GOP Health Care Plan: More Repeal Than Replace
David Corn
Late on a damp and chilly night, a few weeks before the midterm elections, I was strolling down Lexington Avenue, returning to my hotel, when I heard a voice from the street call out, "Hey, it's David Corn of Mother Jones." I turned and encountered a middle-aged fellow who was part of a work crew laying fiber-optic cable beneath New York City's streets. I said hello, he told me he was a regular watcher of MSNBC, and introduced me to the two other members of his gang. We immediately started talking politics. These three guys, who each belonged to a Queens local of the International Brotherhood of Electrical Workers, were dismayed by the prospect of the electorate handing the keys to the House to the Republicans.
"What are people thinking?" one of the men said. He told me that thanks to the health care reform bill President Obama and the Democrats had passed, he could now keep an adult son on his health insurance plan, rather than pay for separate coverage. "This is saving me thousands of dollars," this IBEW worker said. "Much more than any tax cut. And they want to take that away?"
It was as if I had walked on to the set of a Democratic Party campaign commercial. But these voters were as real as it gets. (They offered to take me into the manhole and show me the wild underworld of below-street wiring in NYC. Given that I was wearing a suit, I politely demurred.) And, yes, the Republicans do want to take that away. At least, that's the House GOPers' official position this week. On Tuesday, Boehner's Band begins debating its first major piece of legislation: repealing the health care law, lock, stock, and pre-existing conditions.

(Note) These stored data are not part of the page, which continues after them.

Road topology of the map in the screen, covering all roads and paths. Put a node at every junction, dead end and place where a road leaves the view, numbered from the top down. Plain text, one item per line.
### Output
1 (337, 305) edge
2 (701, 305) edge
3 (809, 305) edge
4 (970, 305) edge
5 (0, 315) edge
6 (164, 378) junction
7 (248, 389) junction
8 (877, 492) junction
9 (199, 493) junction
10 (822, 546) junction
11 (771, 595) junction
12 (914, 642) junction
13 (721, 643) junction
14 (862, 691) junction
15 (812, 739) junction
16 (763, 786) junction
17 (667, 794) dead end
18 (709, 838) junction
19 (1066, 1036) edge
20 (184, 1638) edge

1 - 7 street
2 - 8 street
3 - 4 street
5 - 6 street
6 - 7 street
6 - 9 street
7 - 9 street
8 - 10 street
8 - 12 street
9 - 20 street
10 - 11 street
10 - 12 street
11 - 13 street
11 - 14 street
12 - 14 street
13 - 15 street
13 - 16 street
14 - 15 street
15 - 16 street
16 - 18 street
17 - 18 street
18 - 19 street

The obvious analysis is that the newly empowered Republicans are throwing one big bag to their tea party backers. After all, the Democrats who control the Senate won't repeal a bill they passed, and Obama would veto any such measure. Repeal is a moot issue. But the GOPers know that they will soon have to take several dives: They will not propose a budget that meets their promise of cutting $100 billion from the federal budget this year, and they will probably end up supporting a boost in the national debt ceiling (for otherwise the United States will default and possibly trigger a global financial crisis). They're doing what they can now, so later they can tell disappointed and angry tea partiers, "Hey, remember that health care repeal vote?"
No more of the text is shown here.